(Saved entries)
_ _ _ _
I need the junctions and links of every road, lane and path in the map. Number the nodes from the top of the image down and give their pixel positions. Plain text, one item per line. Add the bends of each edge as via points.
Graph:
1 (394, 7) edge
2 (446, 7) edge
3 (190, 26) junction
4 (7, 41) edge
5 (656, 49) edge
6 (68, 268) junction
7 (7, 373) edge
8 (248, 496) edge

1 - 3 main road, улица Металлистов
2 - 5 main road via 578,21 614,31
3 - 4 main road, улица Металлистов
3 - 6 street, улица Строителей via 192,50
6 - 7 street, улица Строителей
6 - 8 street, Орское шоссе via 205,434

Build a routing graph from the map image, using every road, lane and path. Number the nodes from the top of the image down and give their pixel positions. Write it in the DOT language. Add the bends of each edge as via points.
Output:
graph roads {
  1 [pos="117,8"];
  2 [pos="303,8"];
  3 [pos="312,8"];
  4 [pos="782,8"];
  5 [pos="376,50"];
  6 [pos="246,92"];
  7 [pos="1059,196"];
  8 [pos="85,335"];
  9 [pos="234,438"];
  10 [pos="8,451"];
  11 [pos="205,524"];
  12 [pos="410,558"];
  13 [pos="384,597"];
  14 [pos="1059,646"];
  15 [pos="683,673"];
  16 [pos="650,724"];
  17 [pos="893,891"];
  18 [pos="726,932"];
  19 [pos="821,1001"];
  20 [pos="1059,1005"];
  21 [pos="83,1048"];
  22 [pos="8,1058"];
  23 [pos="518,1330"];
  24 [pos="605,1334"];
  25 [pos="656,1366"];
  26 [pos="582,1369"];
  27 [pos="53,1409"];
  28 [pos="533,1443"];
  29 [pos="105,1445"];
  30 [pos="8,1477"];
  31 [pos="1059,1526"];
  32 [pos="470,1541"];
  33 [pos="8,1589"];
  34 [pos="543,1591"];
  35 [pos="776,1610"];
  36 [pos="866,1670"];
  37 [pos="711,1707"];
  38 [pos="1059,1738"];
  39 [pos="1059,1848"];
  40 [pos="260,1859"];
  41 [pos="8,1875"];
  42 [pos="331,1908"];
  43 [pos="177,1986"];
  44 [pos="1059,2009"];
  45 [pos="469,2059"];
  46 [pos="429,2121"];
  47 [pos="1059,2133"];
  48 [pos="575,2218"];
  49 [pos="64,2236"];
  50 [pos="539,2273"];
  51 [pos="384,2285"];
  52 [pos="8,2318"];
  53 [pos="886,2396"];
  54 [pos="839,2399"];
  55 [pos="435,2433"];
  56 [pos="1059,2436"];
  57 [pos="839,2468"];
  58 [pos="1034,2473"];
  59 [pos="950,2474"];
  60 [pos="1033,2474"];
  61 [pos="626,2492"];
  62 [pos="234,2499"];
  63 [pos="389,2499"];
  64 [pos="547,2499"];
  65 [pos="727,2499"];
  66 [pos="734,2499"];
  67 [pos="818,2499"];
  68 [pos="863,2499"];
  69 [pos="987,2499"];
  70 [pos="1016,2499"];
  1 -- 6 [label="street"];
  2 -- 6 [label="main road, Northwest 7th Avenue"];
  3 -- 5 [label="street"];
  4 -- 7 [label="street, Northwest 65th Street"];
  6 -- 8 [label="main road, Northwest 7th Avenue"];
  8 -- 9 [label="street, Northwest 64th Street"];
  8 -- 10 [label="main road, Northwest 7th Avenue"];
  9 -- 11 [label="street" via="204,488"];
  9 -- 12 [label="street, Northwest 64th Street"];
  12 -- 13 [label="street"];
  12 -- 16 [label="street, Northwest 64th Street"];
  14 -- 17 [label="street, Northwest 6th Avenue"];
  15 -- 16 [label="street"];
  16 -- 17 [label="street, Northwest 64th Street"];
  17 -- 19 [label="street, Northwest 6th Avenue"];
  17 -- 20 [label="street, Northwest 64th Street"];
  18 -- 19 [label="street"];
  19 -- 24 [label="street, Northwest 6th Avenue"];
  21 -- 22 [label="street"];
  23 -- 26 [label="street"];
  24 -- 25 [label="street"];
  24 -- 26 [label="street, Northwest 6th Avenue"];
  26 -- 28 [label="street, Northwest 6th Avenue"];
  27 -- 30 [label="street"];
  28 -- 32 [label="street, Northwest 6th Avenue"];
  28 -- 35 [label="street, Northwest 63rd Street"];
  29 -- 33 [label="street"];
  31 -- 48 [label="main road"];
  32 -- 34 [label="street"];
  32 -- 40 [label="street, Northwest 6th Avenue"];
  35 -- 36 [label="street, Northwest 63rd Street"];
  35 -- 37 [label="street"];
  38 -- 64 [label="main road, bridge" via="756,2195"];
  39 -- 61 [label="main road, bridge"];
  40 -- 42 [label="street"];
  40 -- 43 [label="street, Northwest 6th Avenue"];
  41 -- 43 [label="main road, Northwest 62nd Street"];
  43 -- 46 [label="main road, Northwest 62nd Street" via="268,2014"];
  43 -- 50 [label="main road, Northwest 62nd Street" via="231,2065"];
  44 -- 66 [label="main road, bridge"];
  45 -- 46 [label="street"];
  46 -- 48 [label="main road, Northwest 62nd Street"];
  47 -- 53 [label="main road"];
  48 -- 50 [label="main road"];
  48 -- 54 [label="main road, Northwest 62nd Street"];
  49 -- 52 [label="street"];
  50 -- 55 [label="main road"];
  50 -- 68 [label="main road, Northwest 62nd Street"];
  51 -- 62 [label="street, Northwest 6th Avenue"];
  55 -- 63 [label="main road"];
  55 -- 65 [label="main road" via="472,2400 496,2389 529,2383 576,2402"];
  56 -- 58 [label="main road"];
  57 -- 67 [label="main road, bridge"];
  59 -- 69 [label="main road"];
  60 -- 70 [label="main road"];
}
_ _ _ _
> Exercise aim: Starting at the first line of the data above, please restate word for word every line up to and including the one that holds "Build a routing", and add nothing else.

> Answer space:
I need the junctions and links of every road, lane and path in the map. Number the nodes from the top of the image down and give their pixel positions. Plain text, one item per line. Add the bends of each edge as via points.
Graph:
1 (394, 7) edge
2 (446, 7) edge
3 (190, 26) junction
4 (7, 41) edge
5 (656, 49) edge
6 (68, 268) junction
7 (7, 373) edge
8 (248, 496) edge

1 - 3 main road, улица Металлистов
2 - 5 main road via 578,21 614,31
3 - 4 main road, улица Металлистов
3 - 6 street, улица Строителей via 192,50
6 - 7 street, улица Строителей
6 - 8 street, Орское шоссе via 205,434

Build a routing graph from the map image, using every road, lane and path. Number the nodes from the top of the image down and give their pixel positions. Write it in the DOT language. Add the bends of each edge as via points.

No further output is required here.